P1: the first update ≤ 10 minutes, then every 15-30 minutes until stabilization.
P2: the first update ≤ 20 minutes, then every 45-60 minutes.
P3/P4: the first update ≤ 60-1440 minutes, then by milestones.
Rule: if there is no new, we still publish "unchanged," indicate the time of the next update.

6) Planned works

Announcement template with window, impact zones, extension risk, rollback steps.
Mandatory localization, local time zones + UTC.
Activation of "freeze" in adjacent channels during the window.

7) Block templates on page

Incident Card:
  • Header, level (P1-P4), affected components/regions.
  • Feed of updates (time, author/bot, short fact, next update).
  • Current impact (percent/metric), workaround (if any).
  • ETA/ETR (when available), support contacts, links for partners/regulators.

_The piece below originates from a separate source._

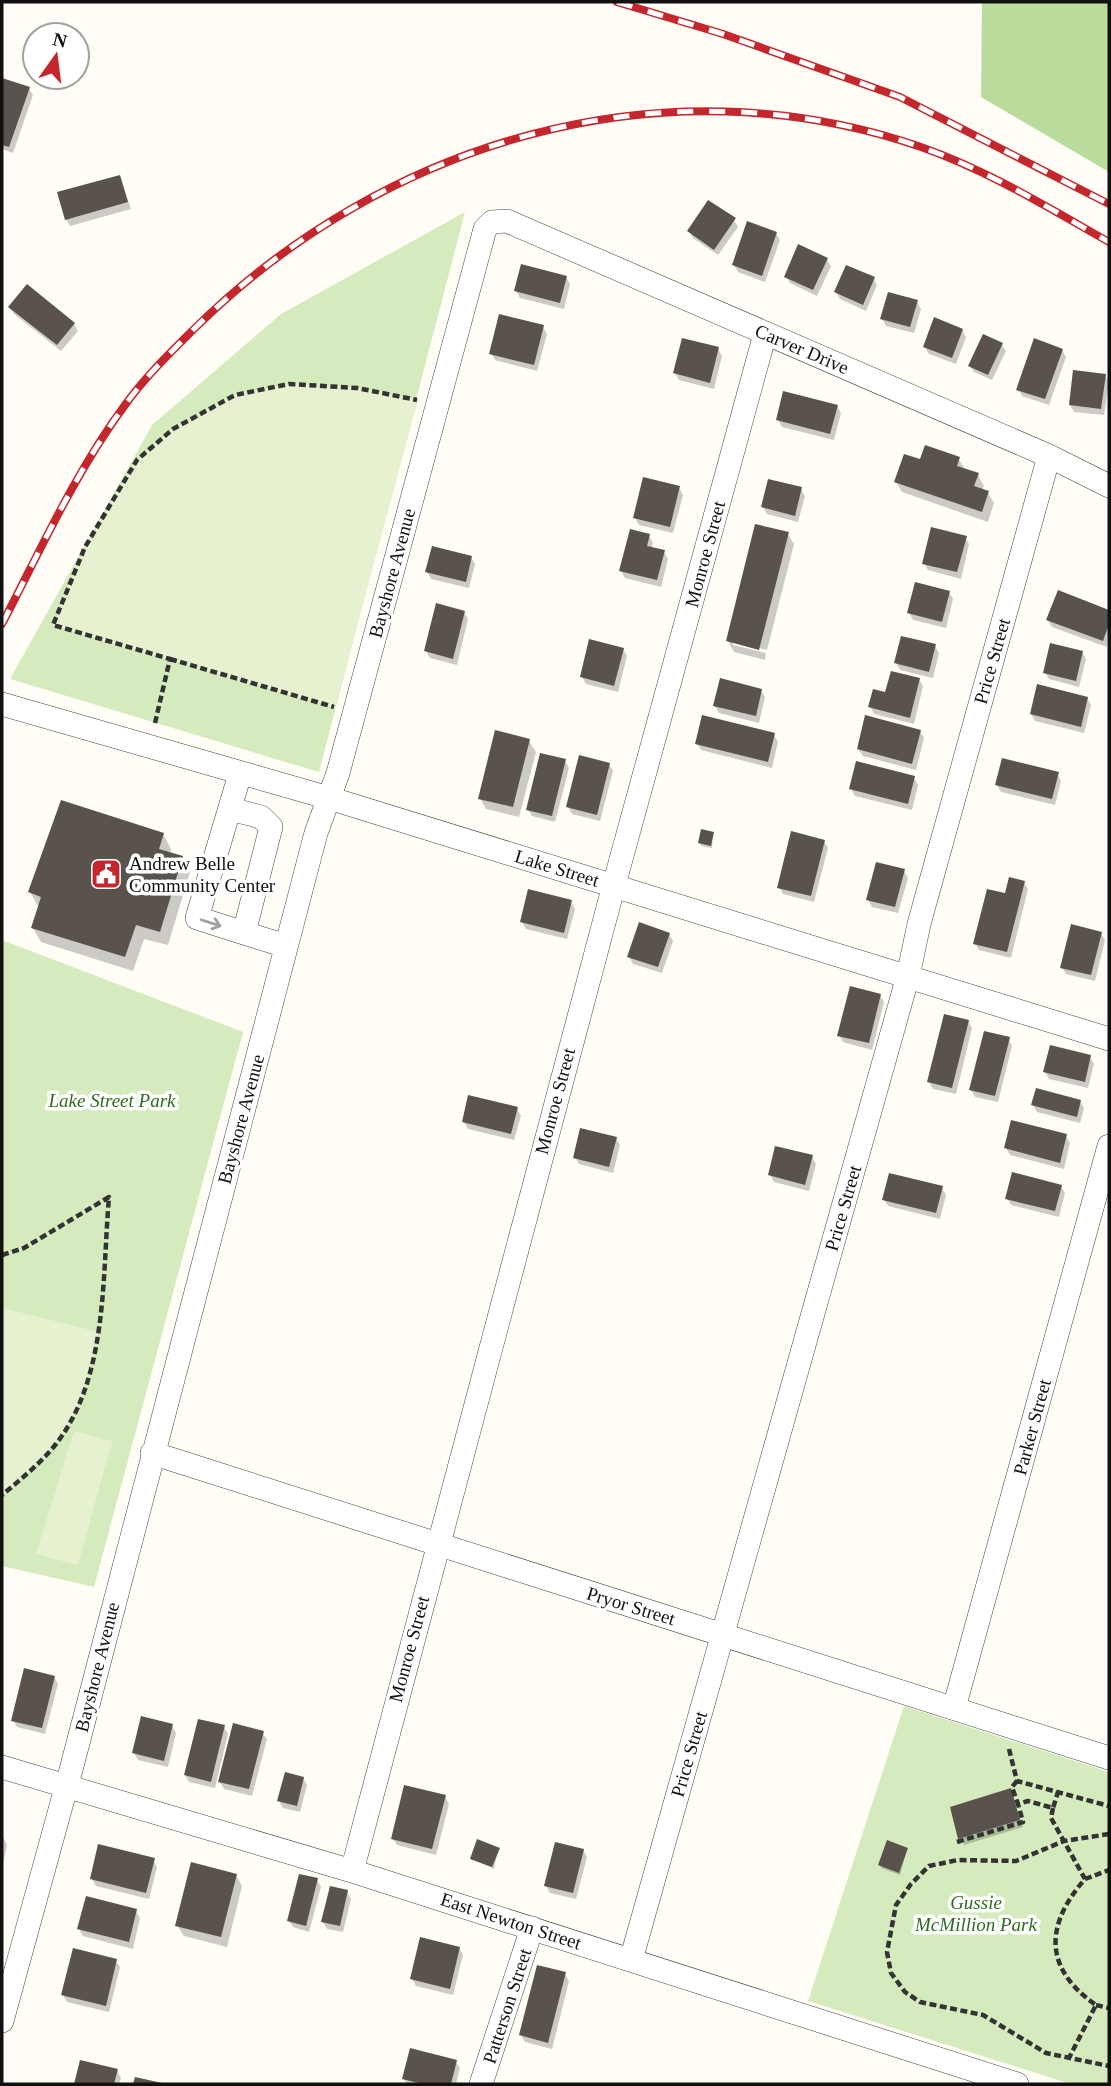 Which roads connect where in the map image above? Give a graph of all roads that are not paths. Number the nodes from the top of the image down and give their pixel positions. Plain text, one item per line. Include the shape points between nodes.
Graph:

Planned work card: window, risk, check list before/after, cancellation criteria.

History: searchable archive by date/components (≥ 12 months), export to PDF/CSV.

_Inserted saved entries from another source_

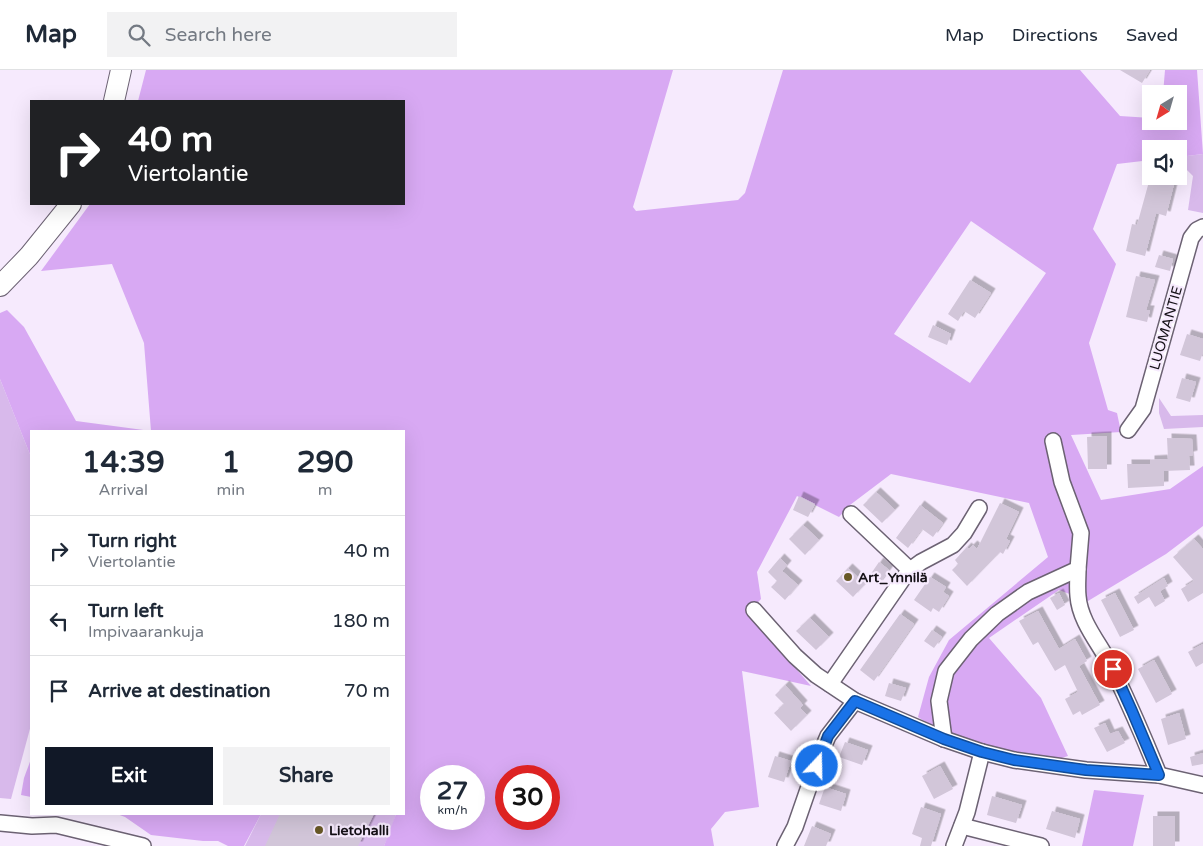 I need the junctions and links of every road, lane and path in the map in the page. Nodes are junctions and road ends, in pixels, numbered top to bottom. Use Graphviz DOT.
graph roads {
  1 [pos="121,70"];
  2 [pos="114,100"];
  3 [pos="70,205"];
  4 [pos="1203,227"];
  5 [pos="0,286"];
  6 [pos="1128,430"];
  7 [pos="1053,441"];
  8 [pos="979,508"];
  9 [pos="851,514"];
  10 [pos="1078,569"];
  11 [pos="910,570"];
  12 [pos="754,610"];
  13 [pos="830,684"];
  14 [pos="855,701"];
  15 [pos="944,739"];
  16 [pos="982,752"];
  17 [pos="1159,775"];
  18 [pos="1203,784"];
  19 [pos="0,823"];
  20 [pos="962,826"];
  21 [pos="143,846"];
  22 [pos="785,846"];
  23 [pos="954,846"];
  24 [pos="1041,846"];
  1 -- 2 [label="street"];
  3 -- 5 [label="street"];
  4 -- 6 [label="street, LUOMANTIE"];
  7 -- 10 [label="street"];
  8 -- 11 [label="street"];
  9 -- 11 [label="street"];
  10 -- 15 [label="street"];
  10 -- 17 [label="street"];
  11 -- 13 [label="street"];
  12 -- 13 [label="street"];
  13 -- 14 [label="street"];
  14 -- 15 [label="street"];
  14 -- 22 [label="street"];
  15 -- 16 [label="street"];
  16 -- 17 [label="street"];
  16 -- 20 [label="street"];
  17 -- 18 [label="street"];
  19 -- 21 [label="street"];
  20 -- 23 [label="street"];
  20 -- 24 [label="street"];
}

8) Localization and availability

Languages: EN + key markets (e.g. TR/ES/PT-BR/PL/RO).
Time: user locale + UTC.
A11y: contrast indicators, Alt texts, semantic markup.
The mobile version is mandatory.

9) Safety and compliance

Only minimum necessary technical details; do not expose internal IP/topology.
All changes go through Comms Lead/Legal under PII/payment topics.
Publishing console for SSO/MFA, JIT rights, audit log (who/what/when/why).
WORM/immutable history storage; protection against substitution and mass deletion.

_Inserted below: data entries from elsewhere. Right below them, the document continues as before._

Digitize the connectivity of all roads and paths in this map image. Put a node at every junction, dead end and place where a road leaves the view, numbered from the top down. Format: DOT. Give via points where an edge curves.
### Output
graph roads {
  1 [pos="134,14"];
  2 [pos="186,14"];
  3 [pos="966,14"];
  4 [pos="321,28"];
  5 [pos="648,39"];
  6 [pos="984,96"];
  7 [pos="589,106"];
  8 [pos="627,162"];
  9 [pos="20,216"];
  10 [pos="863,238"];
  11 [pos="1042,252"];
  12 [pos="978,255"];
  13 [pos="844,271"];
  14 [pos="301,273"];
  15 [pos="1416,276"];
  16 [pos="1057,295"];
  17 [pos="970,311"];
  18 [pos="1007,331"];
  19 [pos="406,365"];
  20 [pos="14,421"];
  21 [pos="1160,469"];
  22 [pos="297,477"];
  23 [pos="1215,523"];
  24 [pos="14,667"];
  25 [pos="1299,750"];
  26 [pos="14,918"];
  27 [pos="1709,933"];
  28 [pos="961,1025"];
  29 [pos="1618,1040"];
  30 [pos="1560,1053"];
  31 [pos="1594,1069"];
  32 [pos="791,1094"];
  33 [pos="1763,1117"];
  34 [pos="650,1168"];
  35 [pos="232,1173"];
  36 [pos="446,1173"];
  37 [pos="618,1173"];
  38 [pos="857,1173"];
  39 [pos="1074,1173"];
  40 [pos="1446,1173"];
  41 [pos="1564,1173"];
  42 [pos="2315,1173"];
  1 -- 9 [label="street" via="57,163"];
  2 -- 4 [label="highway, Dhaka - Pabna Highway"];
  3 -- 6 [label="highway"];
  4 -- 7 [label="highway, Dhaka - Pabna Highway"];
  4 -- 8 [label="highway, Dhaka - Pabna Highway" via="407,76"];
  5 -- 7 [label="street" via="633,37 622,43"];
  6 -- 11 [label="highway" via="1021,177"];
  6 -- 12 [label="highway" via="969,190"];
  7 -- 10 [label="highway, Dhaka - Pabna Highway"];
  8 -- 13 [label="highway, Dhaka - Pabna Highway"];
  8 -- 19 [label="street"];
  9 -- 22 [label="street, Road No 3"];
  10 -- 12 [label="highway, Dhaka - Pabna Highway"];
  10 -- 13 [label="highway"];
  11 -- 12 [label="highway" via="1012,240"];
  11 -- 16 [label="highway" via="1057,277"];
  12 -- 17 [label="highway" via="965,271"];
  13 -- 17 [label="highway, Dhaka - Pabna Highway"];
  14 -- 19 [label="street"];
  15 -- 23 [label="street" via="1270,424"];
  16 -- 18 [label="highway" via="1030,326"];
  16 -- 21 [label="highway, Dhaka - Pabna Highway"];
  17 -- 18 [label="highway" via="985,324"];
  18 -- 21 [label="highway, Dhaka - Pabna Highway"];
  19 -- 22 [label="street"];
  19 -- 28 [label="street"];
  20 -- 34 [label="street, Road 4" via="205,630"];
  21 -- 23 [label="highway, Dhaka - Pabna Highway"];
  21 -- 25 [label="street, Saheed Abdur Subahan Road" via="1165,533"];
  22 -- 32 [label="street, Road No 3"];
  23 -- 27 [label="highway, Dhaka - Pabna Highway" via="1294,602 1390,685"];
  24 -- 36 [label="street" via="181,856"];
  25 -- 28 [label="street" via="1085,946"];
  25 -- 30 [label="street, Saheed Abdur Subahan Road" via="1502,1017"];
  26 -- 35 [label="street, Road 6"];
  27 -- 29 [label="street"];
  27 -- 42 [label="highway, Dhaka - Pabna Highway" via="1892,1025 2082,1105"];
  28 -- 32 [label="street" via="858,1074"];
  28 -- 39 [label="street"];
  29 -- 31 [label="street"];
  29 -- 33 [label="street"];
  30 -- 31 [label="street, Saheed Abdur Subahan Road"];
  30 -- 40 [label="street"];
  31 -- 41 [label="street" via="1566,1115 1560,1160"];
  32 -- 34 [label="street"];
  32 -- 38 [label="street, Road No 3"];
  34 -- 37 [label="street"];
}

10) Integration with operations and data

War-room: two-way communication, automatic collection of facts from the incident card.
SLO/SLI: on the page you can show aggregated uptime graphs (30/90 days).
PSP/KYC: external provider status badges (on/off/degraded) with the last response time.
Business KPIs: optional share of successful deposits/rates in the last hour (without disclosing confidential volumes).

11) Antispam and noise protection

Event deduplication; grouping related incidents.

Hold before publishing automatic updates (for example, 2-3 minutes) to filter "flapping."

Retrospective remediation policy (edit only with note and diff reference).

12) Quality metrics of status communications

MTTA-Comms: before the first public update.
Cadence adherence: adherence to the frequency of updates.
Consistency: matching wording between channels (0 discrepancies - target).
Coverage: the proportion of incidents reflected on the status page.
Repeat contacts: reduction of repeated calls to support.
View→Deflect: correlation of page views with the fall of incoming tickets.

13) Implementation Roadmap (6-8 weeks)

Ned. 1–2:
  • Catalog of components/regions, diagram of P1-P4 levels page design; SSG/SPA and CDN selection roles (IC/Comms Lead).
Ned. 3–4:
  • integration with monitoring and incident cards; Publishing Console (SSO/MFA, audit) message templates and localization.
Ned. 5–6:
  • synthetic checks of external providers, PSP/KYC status badges; history and export; planned work policy.
Ned. 7–8:
  • exercises (tabletop) with timers; KPI start-up; retrospective revision rules; public guide "how to read status."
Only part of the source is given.